→ **WORK INSTRUCTION**: Below are the records; locate each line with the word "thumb" and copy it.
Top of TASK MATERIAL
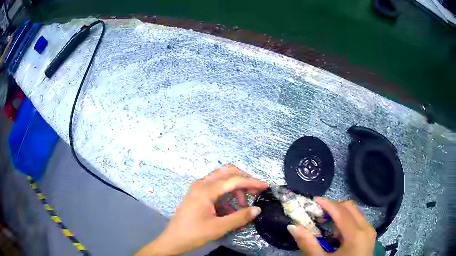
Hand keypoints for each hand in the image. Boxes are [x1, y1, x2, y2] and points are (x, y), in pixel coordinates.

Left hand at [136, 165, 266, 255]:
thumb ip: (240, 217)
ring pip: (222, 179)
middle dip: (244, 180)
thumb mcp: (219, 227)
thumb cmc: (194, 233)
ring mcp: (198, 188)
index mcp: (206, 190)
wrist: (173, 239)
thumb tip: (257, 209)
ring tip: (242, 205)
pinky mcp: (197, 194)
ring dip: (235, 188)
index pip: (234, 180)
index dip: (252, 182)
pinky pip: (216, 188)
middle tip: (255, 192)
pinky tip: (230, 209)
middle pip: (227, 172)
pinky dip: (226, 194)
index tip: (265, 186)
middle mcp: (202, 184)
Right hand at [287, 198, 375, 255]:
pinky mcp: (369, 235)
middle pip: (349, 207)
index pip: (341, 211)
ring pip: (355, 212)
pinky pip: (358, 220)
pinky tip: (336, 234)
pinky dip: (346, 221)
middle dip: (333, 207)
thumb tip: (293, 227)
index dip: (326, 203)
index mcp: (356, 235)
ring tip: (325, 223)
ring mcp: (369, 231)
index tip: (312, 200)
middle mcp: (366, 228)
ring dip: (339, 214)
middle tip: (317, 213)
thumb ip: (308, 244)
Bottom of TASK MATERIAL
→ **OUTPUT OF THE EXERCISE**:
thumb ip: (240, 217)
thumb mcp: (219, 227)
thumb cmc: (194, 233)
thumb tip: (257, 209)
thumb tip: (293, 227)
thumb ip: (308, 244)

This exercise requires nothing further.